In this post, I will be solving a Capture the Flag (CTF) challenge that was originally from PCTF but later modified by a book dedicated to CTF-bootcamp. This challenge requires CTF players to emulate an ARM firmware image and correct a faulty cryptography implementation in the firmware logic.
Examinating the unknown firmware image
To make this challenge more down-to-earth, I always assume that the name of firmware file will not uncover any architectural information, and analysts hence need to identify its arch manually.
In this case, the cpu_rec
that has been built upon a statistical approach, comes into play. It supports integration to binwalk
as a module, which is also a well-known binary resolver.
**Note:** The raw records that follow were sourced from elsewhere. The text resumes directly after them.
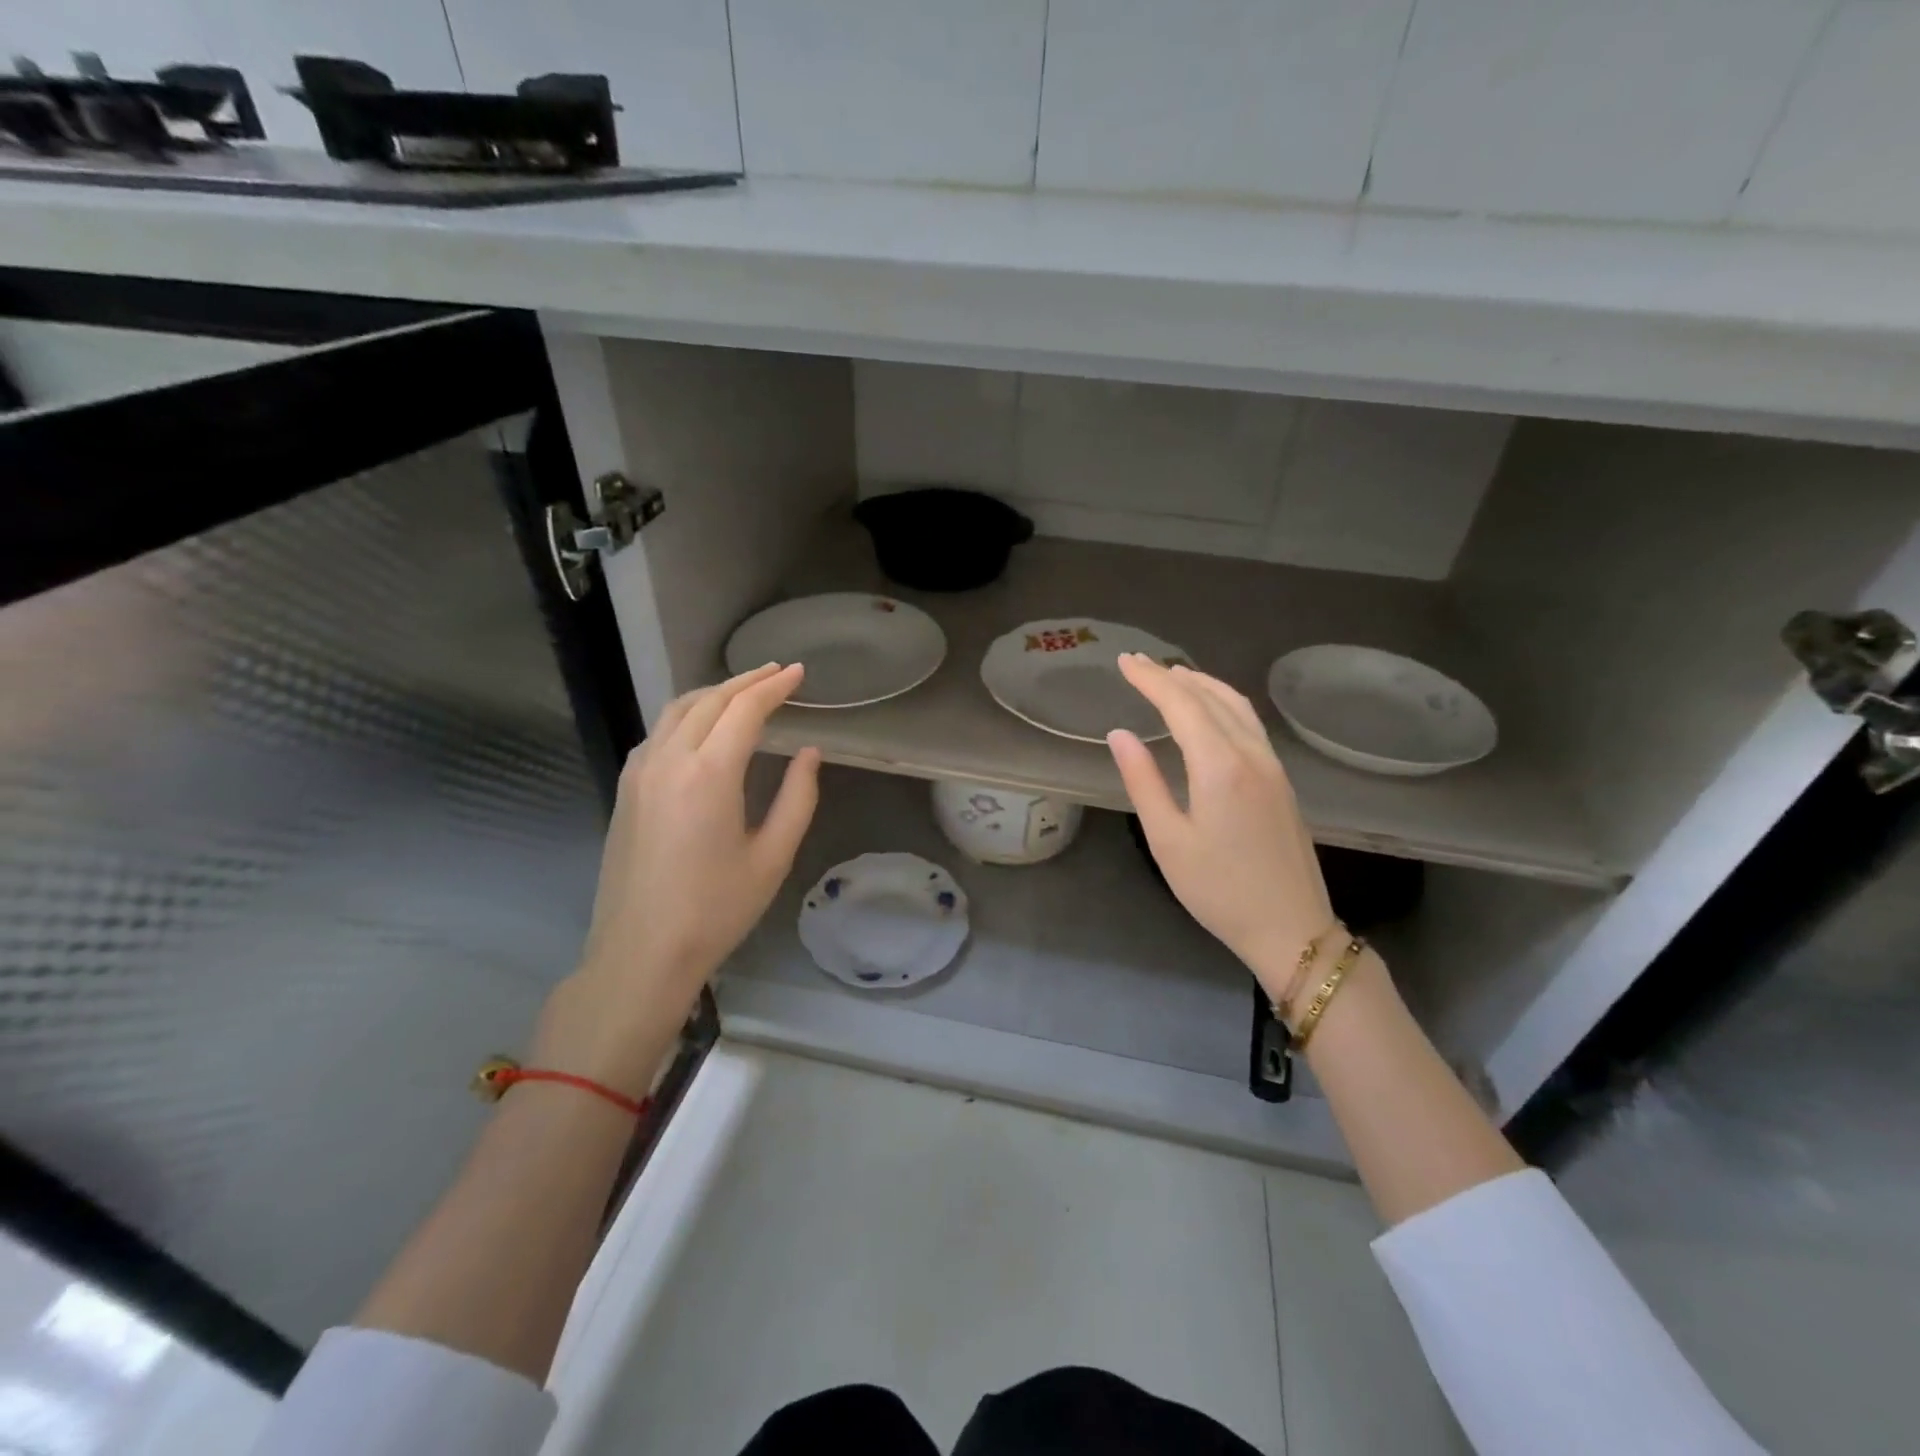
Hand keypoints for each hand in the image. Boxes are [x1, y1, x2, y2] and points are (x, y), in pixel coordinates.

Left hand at [532, 663, 820, 1095]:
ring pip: (677, 710)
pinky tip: (703, 726)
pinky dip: (688, 715)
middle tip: (777, 673)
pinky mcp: (626, 788)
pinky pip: (659, 732)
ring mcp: (640, 772)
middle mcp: (669, 760)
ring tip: (744, 690)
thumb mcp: (772, 857)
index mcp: (709, 774)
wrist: (641, 952)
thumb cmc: (715, 910)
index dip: (774, 687)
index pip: (744, 710)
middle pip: (709, 701)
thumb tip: (808, 754)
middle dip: (746, 681)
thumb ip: (797, 798)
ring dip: (714, 694)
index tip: (798, 673)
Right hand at [1107, 655, 1334, 1009]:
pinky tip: (1211, 711)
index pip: (1182, 705)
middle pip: (1211, 698)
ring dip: (1203, 685)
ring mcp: (1273, 766)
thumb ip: (1143, 781)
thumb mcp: (1168, 840)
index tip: (1124, 662)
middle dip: (1172, 677)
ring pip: (1237, 707)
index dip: (1150, 680)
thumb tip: (1120, 734)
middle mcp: (1251, 755)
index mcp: (1220, 766)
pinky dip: (1224, 703)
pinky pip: (1250, 724)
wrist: (1291, 928)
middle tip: (1139, 664)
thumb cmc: (1219, 890)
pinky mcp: (1282, 781)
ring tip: (1173, 675)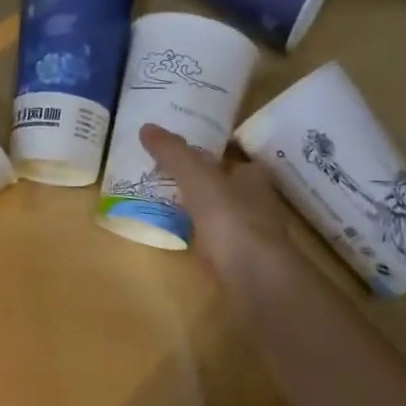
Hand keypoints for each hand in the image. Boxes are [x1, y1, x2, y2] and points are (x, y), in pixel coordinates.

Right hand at [138, 123, 292, 284]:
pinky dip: (204, 242)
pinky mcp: (245, 264)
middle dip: (206, 186)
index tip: (186, 155)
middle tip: (172, 181)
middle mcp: (259, 204)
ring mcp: (254, 237)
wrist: (254, 278)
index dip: (213, 156)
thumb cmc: (230, 218)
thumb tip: (147, 127)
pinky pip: (219, 245)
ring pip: (225, 218)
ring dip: (204, 214)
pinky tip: (185, 243)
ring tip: (172, 210)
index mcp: (254, 177)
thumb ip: (173, 153)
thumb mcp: (196, 177)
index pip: (234, 160)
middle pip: (229, 188)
First, let us get this plug-in loaded in our binwalk as below:
sudo apt-get install binwalk
git clone https://github.com/airbus-seclab/cpu_rec.git
cp cpu_rec/cpu_rec.py $HOME/.config/binwalk/modules/
cp -r cpu_rec/cpu_rec_corpus $HOME/.config/binwalk/modules/
binwalk -% [binary]
Given that the firmware image is encoded with IntelHex format, we decode it as a flat binary file:
sudo pip install intelhex
git clone https://github.com/python-intelhex/intelhex.git
cp intelhex/intelhex/scripts/hex2bin.py ./
python3 hex2bin.py confusedARM.hex confusedARM.bin
Beware that you could directly run enhanced binwalk on this hex file, it generates the same result. For simplicity reason, I stick to work on one target along the way.
binwalk -% confusedARM.bin
user@996e33e9a5b5:~$ binwalk -% confusedARM.bin
DECIMAL HEXADECIMAL DESCRIPTION
--------------------------------------------------------------------------------
0 0x0 None (size=0x200, entropy=0.614131)
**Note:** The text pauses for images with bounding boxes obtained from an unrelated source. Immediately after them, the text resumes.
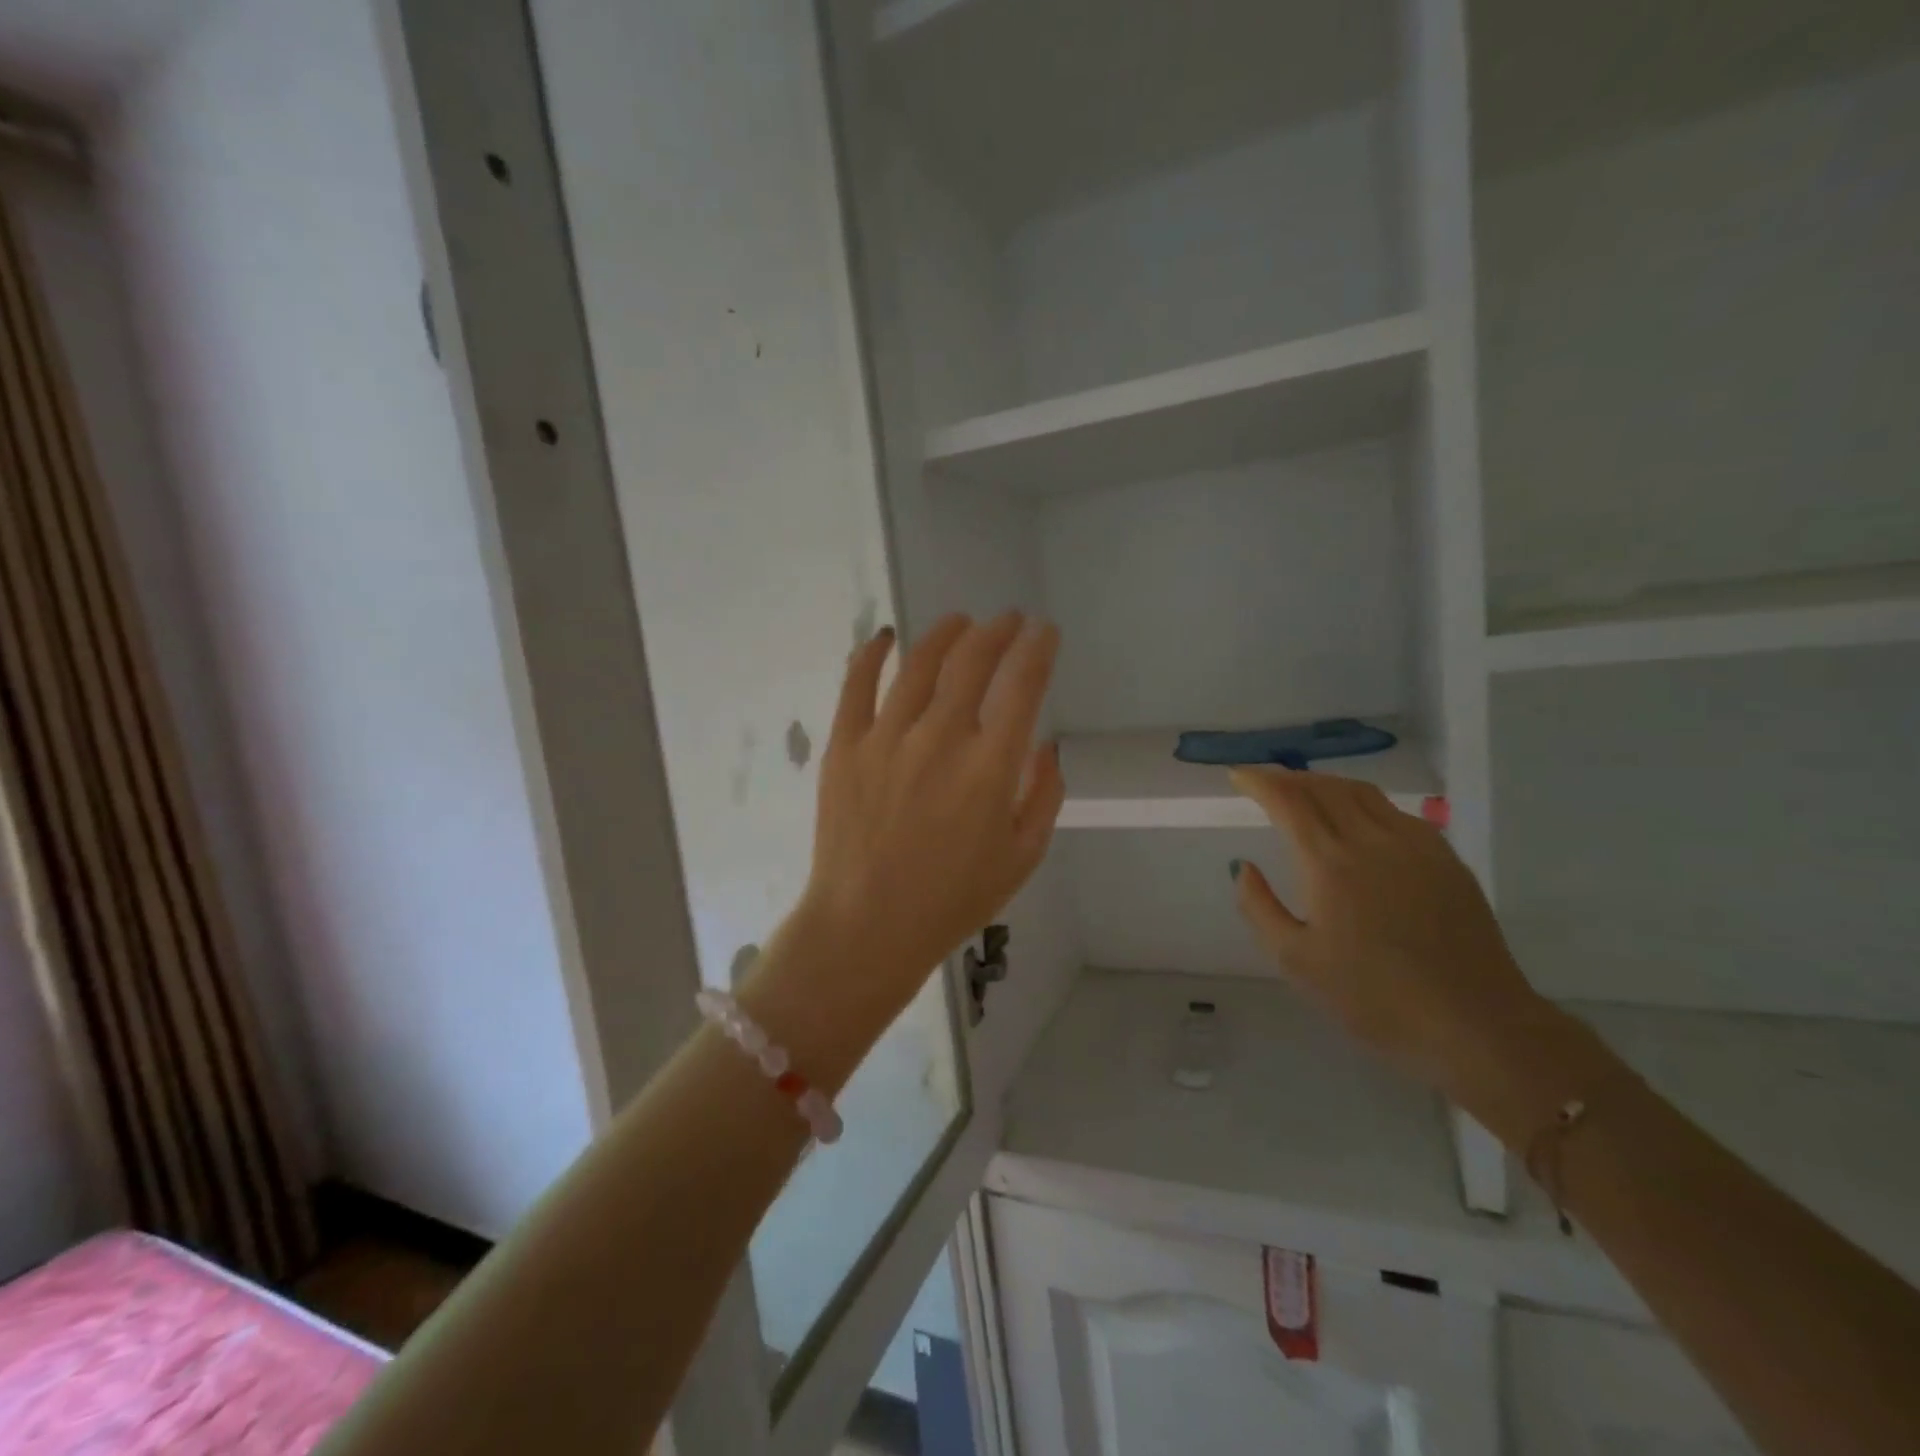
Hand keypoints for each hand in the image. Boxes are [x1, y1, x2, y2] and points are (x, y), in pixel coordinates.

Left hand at [788, 613, 1063, 1030]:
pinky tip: (885, 638)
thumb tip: (1044, 747)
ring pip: (918, 663)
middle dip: (997, 631)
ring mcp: (886, 738)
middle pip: (972, 661)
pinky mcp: (844, 747)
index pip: (1022, 685)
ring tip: (959, 622)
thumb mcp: (1022, 858)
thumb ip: (1043, 796)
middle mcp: (939, 740)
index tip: (1044, 632)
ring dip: (945, 634)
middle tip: (1007, 621)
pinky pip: (856, 685)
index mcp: (989, 768)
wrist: (867, 928)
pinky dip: (871, 654)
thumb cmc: (952, 901)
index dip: (1038, 649)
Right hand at [1229, 768, 1546, 1101]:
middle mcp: (1373, 840)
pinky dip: (1363, 803)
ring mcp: (1417, 845)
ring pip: (1363, 793)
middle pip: (1325, 787)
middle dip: (1289, 778)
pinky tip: (1359, 822)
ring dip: (1326, 784)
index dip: (1260, 781)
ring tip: (1306, 793)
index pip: (1288, 800)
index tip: (1238, 776)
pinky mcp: (1447, 860)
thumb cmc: (1374, 997)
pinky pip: (1395, 812)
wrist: (1475, 1024)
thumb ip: (1259, 907)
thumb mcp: (1295, 961)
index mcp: (1330, 862)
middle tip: (1266, 784)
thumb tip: (1243, 866)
512 0x200 ARMhf (size=0xe00, entropy=0.848492)
4096 0x1000 None (size=0x200, entropy=0.845391)
Hmmm, we only know this firmware originates from the ARM family instead of its endianness, whether it is a cortex-m binary, etc. It seems like we might need to get our hands dirty fron now on.
xxd -g 4 -l 100 confusedARM.bin
user@996e33e9a5b5:~$ xxd -g 4 -l 32 confusedARM.bin
00000000: 30070020 01010008 09010008 0b010008 0.. ............
00000010: 0d010008 0f010008 11010008 00000000 ................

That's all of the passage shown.